Рвутся Одиссеи из циклоповского бедлама домой. И, мучимые стадом, не помнящим родства своего, приспосабливаясь к власть имущим и их порядку, просят пожалеть уставшую от сношений девку по имени Мораль. Или сами ее как хотят насилуют… Видят они, черт возьми! Видят, что и наука обречена ходить вокруг да около истины. Не додуматься людям, из-за этой колдовской похлебки, разбить зеркало Циклопа …

Григорий порывисто поднялся с кресла, в волнении прошелся по комнате и, вернувшись на прежнее место, снова плеснул в рюмку рубинового хмеля.

– Не пьян я, нет, Митя, – сказал он.

– Но ты ведешь себя весьма странно. Я опасаюсь…

– Здоров я, брат. Здоров! – перебил резко Григорий и с напряженной серьезностью в голосе спросил: – А в здравом ли рассудке ты сам?

Брат обидчиво по-мальчишески надул губы. Григорий обнял его за плечи.
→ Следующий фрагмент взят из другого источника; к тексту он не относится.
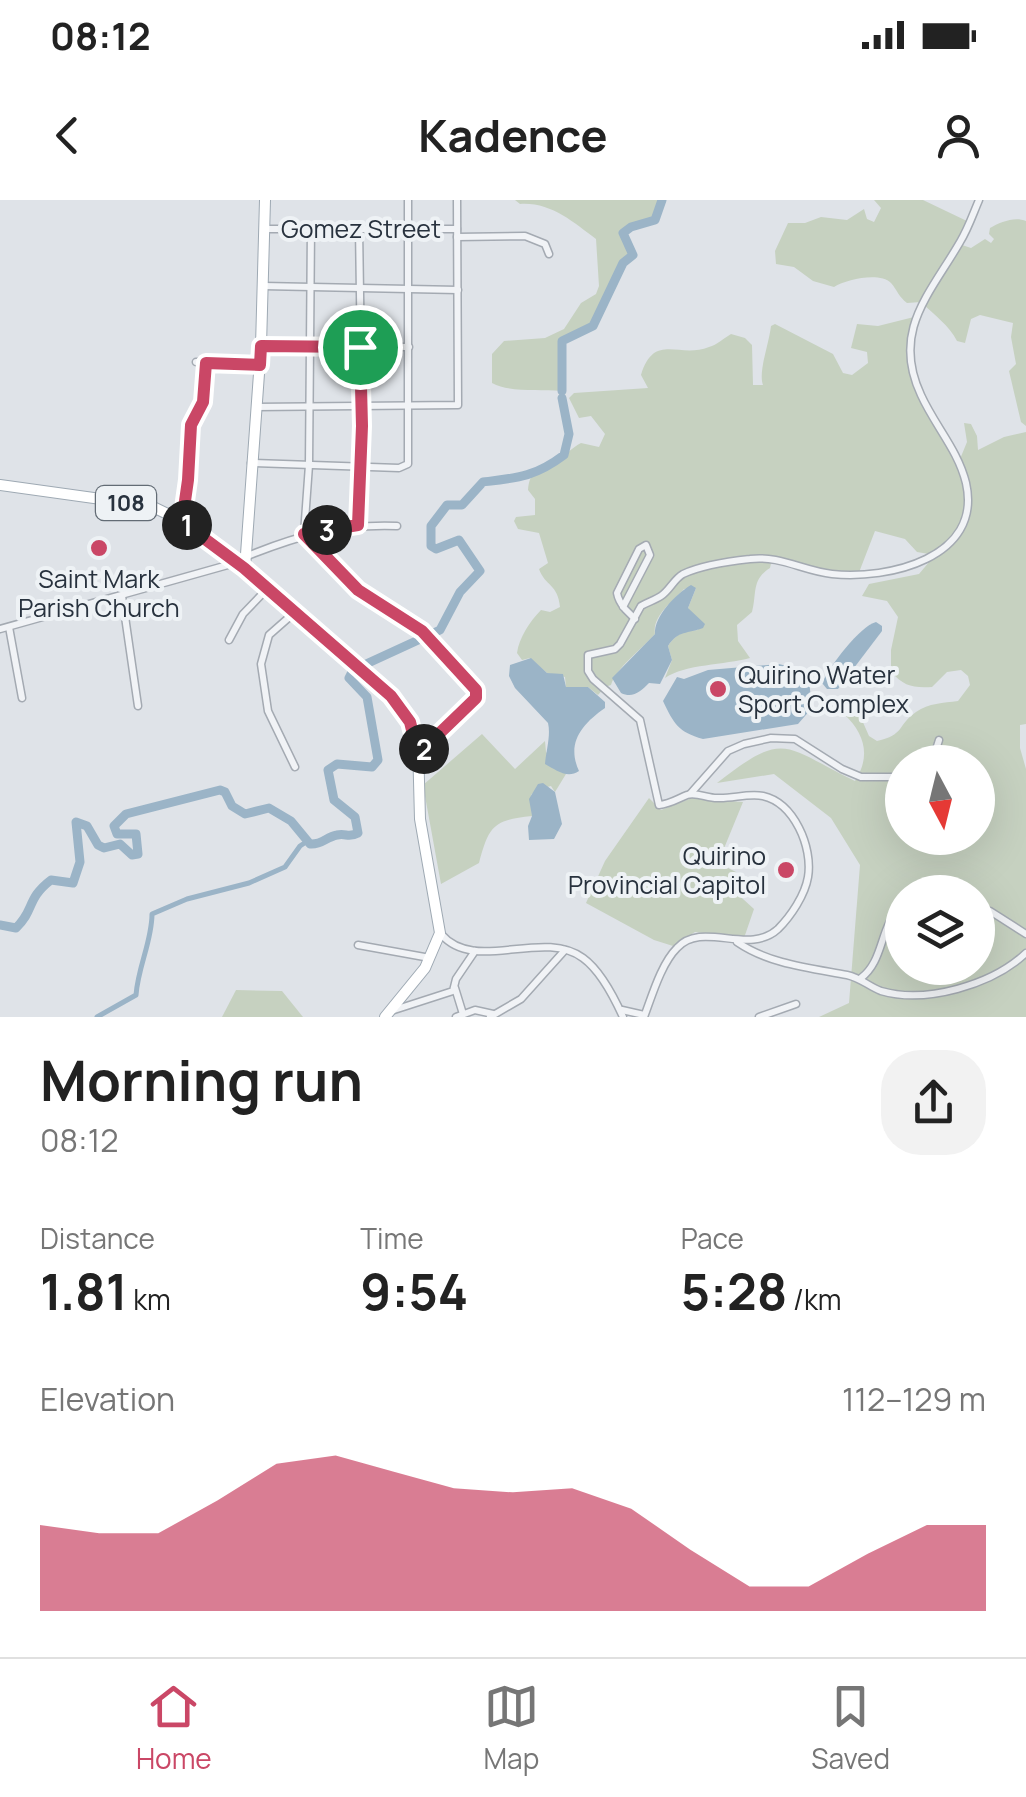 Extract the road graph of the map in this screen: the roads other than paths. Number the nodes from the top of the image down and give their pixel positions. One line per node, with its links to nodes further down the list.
1 (265, 200): 8 (main road)
2 (408, 200): 7 (street)
3 (457, 200): 9 (street)
4 (978, 200): 40 (street)
5 (311, 227): 6 (street, Gomez Street); 8 (street, Gomez Street); 12 (street)
6 (360, 228): 7 (street, Gomez Street); 13 (street)
7 (408, 228): 9 (street, Gomez Street); 14 (street)
8 (264, 229): 11 (main road)
9 (457, 233): 10 (street, Gomez Street); 15 (street)
10 (549, 254)
11 (262, 286): 12 (street); 16 (main road)
12 (311, 286): 13 (street); 19 (street)
13 (360, 286): 14 (street); 17 (street)
14 (409, 287): 15 (street); 18 (street)
15 (458, 290): 25 (street)
16 (261, 346): 19 (street); 22 (main road)
17 (360, 347): 18 (street); 19 (street); 23 (street)
18 (409, 347): 25 (street)
19 (309, 348): 24 (street)
20 (196, 362): 21 (street)
21 (206, 363): 22 (street); 31 (street)
22 (260, 365): 26 (main road)
23 (360, 404): 24 (street); 25 (street); 29 (street)
24 (310, 406): 26 (street); 28 (street)
25 (409, 406): 29 (street)
26 (256, 407): 27 (main road)
27 (251, 463): 28 (street); 35 (main road)
28 (309, 465): 29 (street); 34 (street)
29 (361, 466): 32 (street)
30 (0, 486): 31 (main road, 108)
31 (182, 522): 35 (main road, 108)
32 (358, 525): 33 (street); 34 (street)
33 (397, 526)
34 (304, 534): 35 (street); 47 (street)
35 (241, 560): 36 (main road, 108); 37 (street)
36 (266, 589): 39 (main road, 108); 42 (street)
37 (122, 596): 41 (street); 44 (street)
38 (624, 607): 38 (street); 40 (street)
39 (294, 613): 47 (main road, 108); 48 (street)
40 (635, 619): 50 (street)
41 (4, 628): 43 (street)
42 (229, 640)
43 (22, 698)
44 (138, 706)
45 (939, 740): 46 (street)
46 (937, 745)
47 (418, 754): 53 (main road, 108)
48 (296, 767)
49 (885, 776): 50 (street)
50 (691, 793): 55 (street)
51 (995, 915): 54 (street)
52 (885, 930): 61 (street)
53 (440, 933): 57 (street); 60 (main road, 108)
54 (1026, 934)
55 (736, 941): 61 (street); 68 (street)
56 (358, 945): 60 (street)
57 (476, 950): 58 (street); 62 (street)
58 (565, 950): 64 (street); 67 (street)
59 (1026, 953): 61 (street)
60 (431, 958): 65 (main road, 108)
61 (862, 978)
62 (455, 987): 65 (street); 66 (street)
63 (796, 1004): 69 (street)
64 (621, 1013): 68 (street)
65 (387, 1014)
66 (459, 1016): 67 (street)
67 (492, 1016)
68 (644, 1016)
69 (760, 1017)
– Не дуйся. У тебя все в порядке. Все, что окружает тебя, ты принимаешь за настоящую жизнь. А я считаю иначе. То, что вокруг меня – все придумано. И мы тоже. Мы только отраженье Хорошего. Верней, мы то, от чего естественно освобождается то доброе и хорошее, которым мы плоть от плоти родные. Мы их второе я. Не нужное им там… А, впрочем, что за вздор я горожу? Такая простая и такая непостижимая механика. Простая, а когда начинаешь ее объяснять – объяснить не можешь… Ну, разве тебе, Митя, не кажется, что мы здесь как в приюте?..

Невидяще глядя перед собой, Григорий умолк. Дмитрию стало жалко старшего брата. «Нервы у него взвинчены донельзя, – подумал он. – С только пережить…. Ему надо отдохнуть… А где взять денег? Где? Если даже гимназию на унизительных подачках князя Львова заканчивал. Если и на поесть денег нет… Бедный Гриша».

Он незаметно для себя гладил руку брата. Григорий улыбнулся.

– Я домой хочу, Митя, – с раздирающей душу тоской сказал он.

Чтобы скрыть навернувшиеся слезы, Дмитрий прижался лицом к его плечу.

– Успокойся, Гриша. На, еще выпей… Ты же знаешь наш милый старый дом у суконщика Кулешова.

– Да не о том я, – поморщился Григорий. – Я и в нем тосковал… по дому.

– Как так? – вскинул брови Митя.

– Маман точно так же удивлялась… Как ты сейчас похож на нее!

– Ровно ничего не понимаю. Маман знала о твоих странностях?!

– Она тоже называла это «моими странностями». Ими я ее мучил лет до шести. Ее кровать стояла рядом с моей. Потом она стала твоей. Ночью она подбегала ко мне, хватала на руки и испуганно спрашивала: «Гришенька, милый, ты что плачешь? Ты что не спишь?». Я горько-горько всхлипывал и говорил: «Я домой хочу». «Как так? Ты же дома», – недоумевала она. Вырываясь из ее рук в кроватку, я кричал: «Нет! Это не мой дом. У меня другой дом, я знаю. И ты не моя мама»… Она тоже начинала плакать. Говорила, что мне во сне привиделась какая-то чушь. Крестила меня…

– Но тогда, Гриша, ты малюткой был.

– А ныне я еще больше уверился в том, что всех нас отлучили от родного дома, где мы были счастливы. Мы здесь топчем друг друга, вгрызаемся в глотки. И заметь, находим этому оправданье. Подлость и ум возвели в один ранг. Ведь победителя не судят… Здесь возвеличивают грязных плотью и душой Суллу, Цезаря, воспевают убийцу Бонапарта, восхваляют продажного Талейрана, слагают оды юродивому завоевателю Петру, потаскухе Екатерине… Называют Превосходительством того, чье превосходство лишь в том и заключается, скольким он может безнаказанно плюнуть в душу.

– Ты так о царях не смей, – предостерег Дмитрий.

Но Григория уже никакая сила остановить не могла. Пожаром метались его золотые, с едва заметными красными тенями, волосы. Сумасшедшим светом зажглись два его черных глаза.